Giant Pandas Are No Longer Endangered

Giant Pandas Are No Longer Endangered

By the mercy of some higher power, the giant panda — an oversized mashup between a raccoon and a sloth whose offspring can’t poop on their own — is no longer endangered. At a meeting of the World Conservation Congress in Hawaii this weekend, experts took giant pandas off the IUCN’s official Red List, citing a population rebound in China.

Image: National Geographic/YouTube

That’s right: Thanks to a concerted effort on the part of the Chinese government to prevent its national icon from dying, the population of giant pandas in the wild has increased some 17 per cent in recent years, reaching over 2000 individuals for the first time in decades. The rebound, which has now seen pandas officially reclassified as “vulnerable”, can be attributed to an increase in the amount of bamboo forest, and stricter anti-poaching measures.

“Just by restoring the panda’s habitat, that’s given them back their space and made food available to them,” Craig Hilton-Taylor, head of the IUCN Red List, told the BBC.

But the future for giant pandas is by no means secure. As the Washington Post noted last autumn, while the amount of panda-friendly bamboo forest has indeed increased, new habitats are patchy, isolated and can only support a few dozen individuals each.
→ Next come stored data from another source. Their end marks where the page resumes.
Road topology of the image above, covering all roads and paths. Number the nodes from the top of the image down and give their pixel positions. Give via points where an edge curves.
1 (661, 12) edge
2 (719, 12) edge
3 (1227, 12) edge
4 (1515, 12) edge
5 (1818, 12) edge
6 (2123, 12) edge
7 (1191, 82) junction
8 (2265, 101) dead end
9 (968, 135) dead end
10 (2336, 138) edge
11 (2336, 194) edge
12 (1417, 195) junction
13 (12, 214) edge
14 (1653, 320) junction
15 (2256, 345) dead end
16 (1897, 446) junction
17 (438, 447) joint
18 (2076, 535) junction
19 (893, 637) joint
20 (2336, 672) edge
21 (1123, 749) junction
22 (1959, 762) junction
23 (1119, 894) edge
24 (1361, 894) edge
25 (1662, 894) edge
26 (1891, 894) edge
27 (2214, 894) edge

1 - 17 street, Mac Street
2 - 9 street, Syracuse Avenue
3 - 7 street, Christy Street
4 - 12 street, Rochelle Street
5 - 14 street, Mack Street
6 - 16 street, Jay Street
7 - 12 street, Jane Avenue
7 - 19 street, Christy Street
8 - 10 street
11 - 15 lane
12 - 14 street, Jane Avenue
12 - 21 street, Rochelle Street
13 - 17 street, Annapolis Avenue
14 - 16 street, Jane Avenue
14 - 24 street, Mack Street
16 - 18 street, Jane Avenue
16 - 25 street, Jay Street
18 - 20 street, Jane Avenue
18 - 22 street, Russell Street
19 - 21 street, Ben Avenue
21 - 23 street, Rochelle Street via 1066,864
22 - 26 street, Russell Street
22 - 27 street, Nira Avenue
Of the 33 separate panda populations that existed in China as of 2015, 18 had fewer than 10 individuals and faced a “high risk of extinction”. China is attempting to solve this problem with new wildlife reserves, but its own panda experts aren’t sure that they have made enough progress yet to merit a reclassification.
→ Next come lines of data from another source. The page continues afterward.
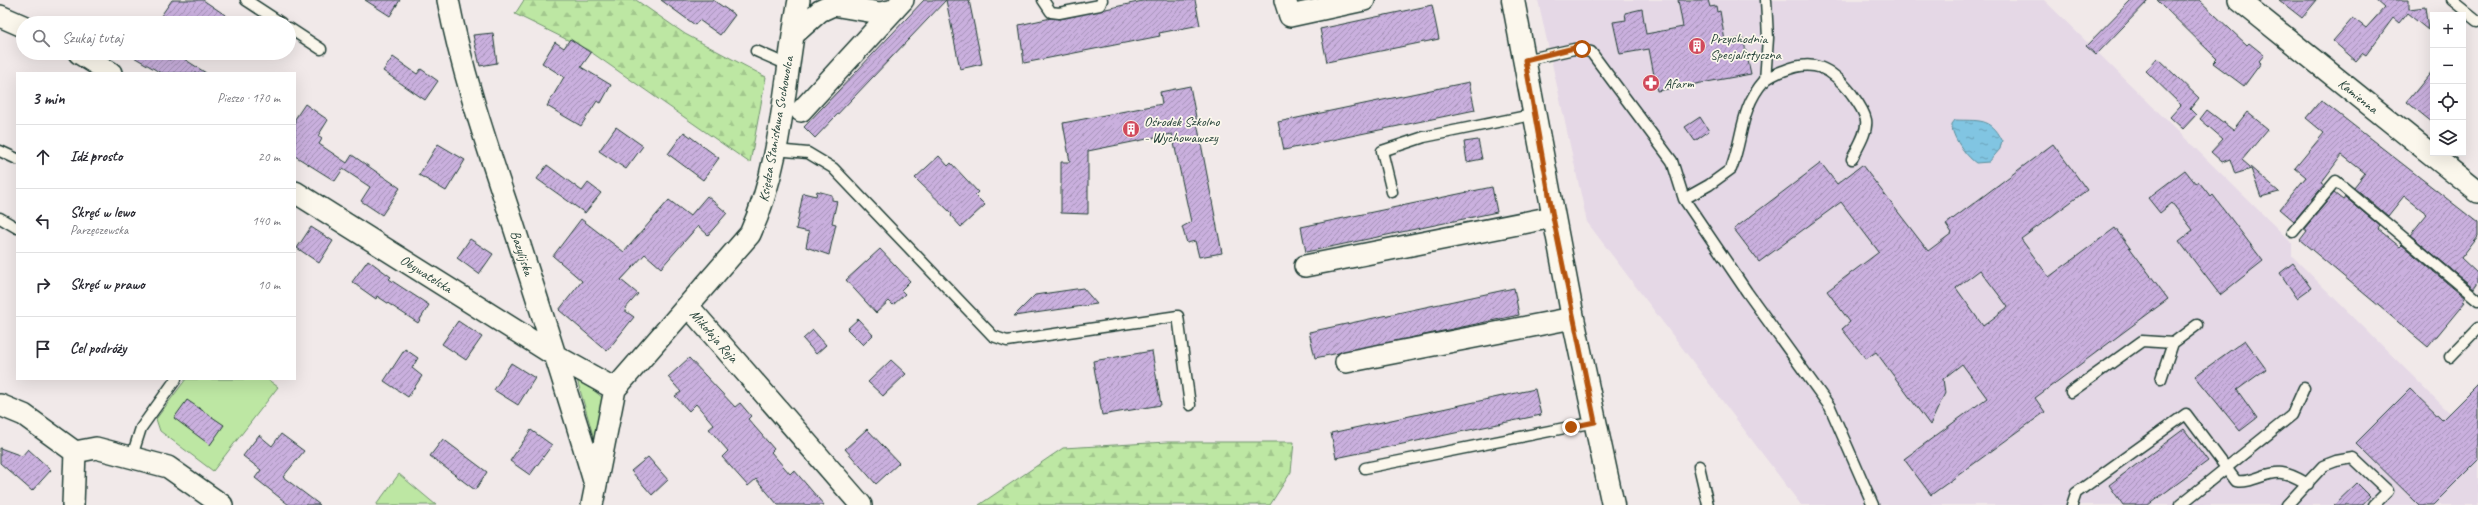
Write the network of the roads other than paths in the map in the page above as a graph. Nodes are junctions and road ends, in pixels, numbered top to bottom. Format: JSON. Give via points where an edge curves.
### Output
{"nodes":[{"id":1,"x":246,"y":0,"type":"edge"},
{"id":2,"x":448,"y":0,"type":"edge"},
{"id":3,"x":799,"y":0,"type":"edge"},
{"id":4,"x":1042,"y":0,"type":"edge"},
{"id":5,"x":1102,"y":0,"type":"edge"},
{"id":6,"x":1285,"y":0,"type":"edge"},
{"id":7,"x":1364,"y":0,"type":"edge"},
{"id":8,"x":1512,"y":0,"type":"edge"},
{"id":9,"x":1766,"y":0,"type":"edge"},
{"id":10,"x":2239,"y":0,"type":"edge"},
{"id":11,"x":2452,"y":0,"type":"edge"},
{"id":12,"x":898,"y":5,"type":"edge"},
{"id":13,"x":0,"y":16,"type":"edge"},
{"id":14,"x":270,"y":16,"type":"edge"},
{"id":15,"x":2478,"y":21,"type":"edge"},
{"id":16,"x":16,"y":23,"type":"edge"},
{"id":17,"x":296,"y":33,"type":"edge"},
{"id":18,"x":793,"y":35,"type":"junction"},
{"id":19,"x":321,"y":49,"type":"dead end"},
{"id":20,"x":756,"y":51,"type":"dead end"},
{"id":21,"x":90,"y":60,"type":"edge"},
{"id":22,"x":1525,"y":60,"type":"junction"},
{"id":23,"x":788,"y":64,"type":"junction"},
{"id":24,"x":109,"y":72,"type":"edge"},
{"id":25,"x":1765,"y":81,"type":"junction"},
{"id":26,"x":802,"y":111,"type":"dead end"},
{"id":27,"x":1536,"y":114,"type":"junction"},
{"id":28,"x":775,"y":150,"type":"junction"},
{"id":29,"x":0,"y":151,"type":"edge"},
{"id":30,"x":16,"y":159,"type":"edge"},
{"id":31,"x":1852,"y":159,"type":"dead end"},
{"id":32,"x":1392,"y":192,"type":"dead end"},
{"id":33,"x":2478,"y":192,"type":"edge"},
{"id":34,"x":296,"y":193,"type":"edge"},
{"id":35,"x":1684,"y":199,"type":"junction"},
{"id":36,"x":1553,"y":217,"type":"junction"},
{"id":37,"x":0,"y":218,"type":"edge"},
{"id":38,"x":16,"y":227,"type":"edge"},
{"id":39,"x":2293,"y":232,"type":"dead end"},
{"id":40,"x":1305,"y":266,"type":"dead end"},
{"id":41,"x":2478,"y":300,"type":"edge"},
{"id":42,"x":688,"y":306,"type":"junction"},
{"id":43,"x":1573,"y":318,"type":"junction"},
{"id":44,"x":2197,"y":325,"type":"dead end"},
{"id":45,"x":2478,"y":328,"type":"edge"},
{"id":46,"x":2173,"y":344,"type":"junction"},
{"id":47,"x":556,"y":356,"type":"junction"},
{"id":48,"x":2450,"y":357,"type":"dead end"},
{"id":49,"x":1346,"y":362,"type":"dead end"},
{"id":50,"x":2161,"y":379,"type":"dead end"},
{"id":51,"x":175,"y":380,"type":"edge"},
{"id":52,"x":2304,"y":388,"type":"dead end"},
{"id":53,"x":615,"y":389,"type":"junction"},
{"id":54,"x":2071,"y":392,"type":"dead end"},
{"id":55,"x":0,"y":405,"type":"edge"},
{"id":56,"x":1190,"y":406,"type":"dead end"},
{"id":57,"x":1595,"y":422,"type":"junction"},
{"id":58,"x":75,"y":452,"type":"junction"},
{"id":59,"x":132,"y":456,"type":"junction"},
{"id":60,"x":1699,"y":466,"type":"dead end"},
{"id":61,"x":1365,"y":468,"type":"dead end"},
{"id":62,"x":2225,"y":469,"type":"junction"},
{"id":63,"x":2308,"y":484,"type":"junction"},
{"id":64,"x":596,"y":485,"type":"junction"},
{"id":65,"x":73,"y":505,"type":"edge"},
{"id":66,"x":222,"y":505,"type":"edge"},
{"id":67,"x":592,"y":505,"type":"edge"},
{"id":68,"x":861,"y":505,"type":"edge"},
{"id":69,"x":1613,"y":505,"type":"edge"},
{"id":70,"x":1708,"y":505,"type":"edge"},
{"id":71,"x":1873,"y":505,"type":"edge"},
{"id":72,"x":2072,"y":505,"type":"edge"},
{"id":73,"x":2180,"y":505,"type":"edge"},
{"id":74,"x":2287,"y":505,"type":"edge"},
{"id":75,"x":2374,"y":505,"type":"edge"}],
"edges":[{"from":1,"to":14,"type":"lane"},
{"from":2,"to":47,"type":"street","name":"Bazylijska","via":[[457,42],[488,149]]},
{"from":3,"to":18,"type":"street","name":"Księdza Stanisława Suchowolca"},
{"from":4,"to":5,"type":"lane","via":[[1051,12],[1059,13],[1100,5]]},
{"from":6,"to":7,"type":"street","via":[[1290,16]]},
{"from":8,"to":22,"type":"street"},
{"from":9,"to":25,"type":"lane","via":[[1768,31]]},
{"from":10,"to":33,"type":"street","name":"Kamienna"},
{"from":11,"to":15,"type":"lane"},
{"from":12,"to":18,"type":"street","via":[[880,13],[833,4],[820,11]]},
{"from":12,"to":26,"type":"street"},
{"from":13,"to":16,"type":"street"},
{"from":17,"to":19,"type":"lane"},
{"from":18,"to":23,"type":"street","name":"Księdza Stanisława Suchowolca"},
{"from":20,"to":23,"type":"lane"},
{"from":21,"to":24,"type":"street"},
{"from":22,"to":27,"type":"street"},
{"from":22,"to":35,"type":"lane","via":[[1574,48],[1592,52],[1672,161]]},
{"from":23,"to":28,"type":"street","name":"Księdza Stanisława Suchowolca"},
{"from":25,"to":31,"type":"lane","via":[[1791,68],[1809,65],[1822,67],[1835,74],[1856,100],[1866,120],[1864,132]]},
{"from":25,"to":35,"type":"lane","via":[[1742,122],[1731,169]]},
{"from":27,"to":32,"type":"lane","via":[[1424,137],[1382,151]]},
{"from":27,"to":36,"type":"street"},
{"from":28,"to":42,"type":"street","name":"Księdza Stanisława Suchowolca","via":[[763,205],[750,234]]},
{"from":28,"to":56,"type":"lane","via":[[808,153],[833,168],[993,336],[1007,341],[1178,316]]},
{"from":29,"to":30,"type":"lane"},
{"from":34,"to":47,"type":"street","name":"Obywatelska"},
{"from":35,"to":71,"type":"lane","via":[[1830,407]]},
{"from":36,"to":40,"type":"street"},
{"from":36,"to":43,"type":"street"},
{"from":37,"to":38,"type":"lane"},
{"from":39,"to":41,"type":"lane","via":[[2336,181]]},
{"from":42,"to":53,"type":"street","name":"Mikołaja Reja"},
{"from":42,"to":68,"type":"street","name":"Mikołaja Reja"},
{"from":43,"to":49,"type":"street"},
{"from":43,"to":57,"type":"street"},
{"from":44,"to":46,"type":"lane"},
{"from":45,"to":48,"type":"lane"},
{"from":46,"to":50,"type":"lane"},
{"from":46,"to":54,"type":"lane","via":[[2142,341]]},
{"from":47,"to":53,"type":"street","name":"Obywatelska"},
{"from":47,"to":64,"type":"street","name":"Bazylijska"},
{"from":51,"to":59,"type":"lane","via":[[141,428]]},
{"from":52,"to":62,"type":"lane","via":[[2292,415]]},
{"from":53,"to":64,"type":"street"},
{"from":55,"to":58,"type":"street","via":[[24,415]]},
{"from":57,"to":61,"type":"lane"},
{"from":57,"to":69,"type":"street"},
{"from":58,"to":59,"type":"street","via":[[96,448]]},
{"from":58,"to":65,"type":"street"},
{"from":59,"to":66,"type":"street","via":[[168,468]]},
{"from":60,"to":70,"type":"lane"},
{"from":62,"to":63,"type":"lane","via":[[2236,481],[2246,483],[2280,473],[2294,476]]},
{"from":62,"to":72,"type":"lane","via":[[2186,414],[2076,493]]},
{"from":62,"to":73,"type":"lane"},
{"from":63,"to":74,"type":"lane"},
{"from":63,"to":75,"type":"lane","via":[[2323,466],[2336,460],[2353,458],[2388,491]]},
{"from":64,"to":67,"type":"street","name":"Bazylijska"}]}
What’s more, as climate change progresses, roughly a third of the potential bamboo habitat available for pandas is expected to disappear.

Still, any conservation success stories ought to be applauded this day and age, if only to remind us that human beings do have the capacity to effect positive change in the natural world. And while some have argued that we should just let pandas die already, I’d like to submit this video, of Chinese zookeepers donning dollar store panda onesies and spraying them with actual panda urine, as proof that love don’t come easy, and that anybody who wants to give up on the animal behind world’s most adorable sushi roll is a monster.